“Yes, explorers from all over Europe as well as from America have tried their hand at it,” answered Barwell Dawson.

“One of the books I have here tells of the various American expeditions,” said Professor Jeffer, thumbing over a volume rapidly. “Ah, here it is. You ought to read it—it is very interesting.”

“I have read over the accounts many times,—trying to map out a route of my own,” said Barwell Dawson.

Then he told the boys of what had been done by various explorers to lift the mystery of the frozen north.
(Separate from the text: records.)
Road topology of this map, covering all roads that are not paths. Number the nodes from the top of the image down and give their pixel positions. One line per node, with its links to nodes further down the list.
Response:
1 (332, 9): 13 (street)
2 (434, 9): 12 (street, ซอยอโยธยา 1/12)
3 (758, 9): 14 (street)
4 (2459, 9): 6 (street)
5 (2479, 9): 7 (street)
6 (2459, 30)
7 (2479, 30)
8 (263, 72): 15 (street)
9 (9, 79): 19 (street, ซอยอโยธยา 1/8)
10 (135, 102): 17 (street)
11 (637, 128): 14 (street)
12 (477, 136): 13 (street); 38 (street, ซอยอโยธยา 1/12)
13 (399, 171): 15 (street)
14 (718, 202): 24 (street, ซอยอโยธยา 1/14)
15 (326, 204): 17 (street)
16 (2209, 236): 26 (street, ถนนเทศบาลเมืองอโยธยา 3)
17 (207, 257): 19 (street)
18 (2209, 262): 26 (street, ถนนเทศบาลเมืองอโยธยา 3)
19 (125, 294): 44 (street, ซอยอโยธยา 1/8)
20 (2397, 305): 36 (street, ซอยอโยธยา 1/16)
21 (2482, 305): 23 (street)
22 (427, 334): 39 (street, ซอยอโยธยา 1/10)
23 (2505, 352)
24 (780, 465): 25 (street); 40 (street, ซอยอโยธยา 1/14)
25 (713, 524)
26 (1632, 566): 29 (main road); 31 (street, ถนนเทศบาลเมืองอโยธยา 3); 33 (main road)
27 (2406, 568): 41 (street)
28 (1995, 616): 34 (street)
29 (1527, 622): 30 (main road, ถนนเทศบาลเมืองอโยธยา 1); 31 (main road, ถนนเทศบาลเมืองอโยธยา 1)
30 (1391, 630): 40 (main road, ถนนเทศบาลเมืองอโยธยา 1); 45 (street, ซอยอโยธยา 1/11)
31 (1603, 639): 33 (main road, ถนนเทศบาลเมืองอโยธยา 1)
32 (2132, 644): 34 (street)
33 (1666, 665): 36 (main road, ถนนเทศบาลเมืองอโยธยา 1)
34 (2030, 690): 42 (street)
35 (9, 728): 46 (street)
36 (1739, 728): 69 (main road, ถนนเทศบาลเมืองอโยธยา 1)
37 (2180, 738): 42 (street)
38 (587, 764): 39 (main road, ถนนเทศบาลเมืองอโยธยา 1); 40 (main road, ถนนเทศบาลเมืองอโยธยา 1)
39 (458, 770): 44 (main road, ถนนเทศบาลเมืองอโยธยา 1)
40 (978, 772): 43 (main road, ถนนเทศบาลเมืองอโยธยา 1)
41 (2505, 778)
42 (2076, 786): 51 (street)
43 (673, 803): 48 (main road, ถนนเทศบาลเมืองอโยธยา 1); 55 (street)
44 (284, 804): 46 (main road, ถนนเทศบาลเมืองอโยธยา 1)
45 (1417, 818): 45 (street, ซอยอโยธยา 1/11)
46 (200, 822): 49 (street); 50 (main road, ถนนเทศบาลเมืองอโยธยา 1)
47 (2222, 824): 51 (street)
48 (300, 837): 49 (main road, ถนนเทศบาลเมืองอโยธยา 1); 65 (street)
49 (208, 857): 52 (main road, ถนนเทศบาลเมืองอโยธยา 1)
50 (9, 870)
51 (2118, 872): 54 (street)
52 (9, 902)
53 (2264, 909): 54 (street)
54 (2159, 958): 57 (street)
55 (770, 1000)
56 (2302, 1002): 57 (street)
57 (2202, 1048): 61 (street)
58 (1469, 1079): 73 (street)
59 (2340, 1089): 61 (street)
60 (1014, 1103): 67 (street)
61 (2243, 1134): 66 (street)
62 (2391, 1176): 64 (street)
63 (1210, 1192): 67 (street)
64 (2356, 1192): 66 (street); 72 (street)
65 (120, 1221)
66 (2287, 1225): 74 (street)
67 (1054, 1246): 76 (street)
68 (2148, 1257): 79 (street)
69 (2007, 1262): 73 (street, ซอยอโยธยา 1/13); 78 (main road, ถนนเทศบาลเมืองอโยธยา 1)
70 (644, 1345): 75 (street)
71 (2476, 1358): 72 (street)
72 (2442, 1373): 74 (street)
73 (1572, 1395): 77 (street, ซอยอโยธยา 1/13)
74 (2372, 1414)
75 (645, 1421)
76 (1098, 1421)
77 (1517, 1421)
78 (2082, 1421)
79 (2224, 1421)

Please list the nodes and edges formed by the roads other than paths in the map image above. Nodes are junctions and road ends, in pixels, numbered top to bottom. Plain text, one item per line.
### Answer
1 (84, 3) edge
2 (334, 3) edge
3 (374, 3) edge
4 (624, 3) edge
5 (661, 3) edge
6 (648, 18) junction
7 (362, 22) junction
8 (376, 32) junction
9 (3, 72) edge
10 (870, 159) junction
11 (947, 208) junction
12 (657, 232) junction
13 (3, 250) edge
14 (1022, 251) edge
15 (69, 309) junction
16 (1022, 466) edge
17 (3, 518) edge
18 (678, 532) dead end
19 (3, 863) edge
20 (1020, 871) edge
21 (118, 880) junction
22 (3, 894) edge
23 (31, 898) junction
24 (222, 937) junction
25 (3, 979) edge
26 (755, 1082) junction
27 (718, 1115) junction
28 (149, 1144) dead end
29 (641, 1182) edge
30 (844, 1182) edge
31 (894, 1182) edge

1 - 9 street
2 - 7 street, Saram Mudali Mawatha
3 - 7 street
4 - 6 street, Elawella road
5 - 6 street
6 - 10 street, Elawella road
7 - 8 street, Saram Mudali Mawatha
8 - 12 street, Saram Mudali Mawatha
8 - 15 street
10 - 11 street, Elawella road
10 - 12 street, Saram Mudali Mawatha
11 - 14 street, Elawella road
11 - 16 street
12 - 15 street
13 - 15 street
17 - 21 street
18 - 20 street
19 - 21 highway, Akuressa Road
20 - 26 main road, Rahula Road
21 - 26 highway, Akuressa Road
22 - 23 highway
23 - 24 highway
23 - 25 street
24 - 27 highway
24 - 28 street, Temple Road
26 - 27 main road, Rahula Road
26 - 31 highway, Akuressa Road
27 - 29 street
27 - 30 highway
“One of the well-known Arctic explorers was Sir John Franklin, an Englishman,” said he. “Franklin was lost somewhere up north, and when he did not return, various expeditions were sent out for his relief. The first from America was that commanded by Lieutenant E. J. De Haven, of the United States Navy, in 1851. De Haven reached 78° N. He was followed, three years later, by Elisha Kent Kane, who sailed north by way of Smith Sound, and gained 80° 35’ N. lat.”

“How far was that from the Pole?” questioned Chet, whose knowledge of degrees and latitude was rather hazy.

“The highest degree is ninety, which is at the Pole,” explained the professor. “Roughly speaking, a degree of latitude is equal to seventy miles.”

“Then Kane was still nearly seven hundred miles from the Pole.”

“About six hundred and fifty.”

“After Kane,” continued Barwell Dawson, “Commodore John Rodgers commanded an expedition that went through Bering Strait and reached Herald Island, at 71° 18’ N. lat. Then, in 1860, Isaac L. Hayes reached Grinnell Land, at Cape Joseph Goode, and from 1860 to 1869 Charles F. Hall explored the Cumberland Gulf, and reached the Polar Sea northwest of Greenland, in 82° 11’ N.”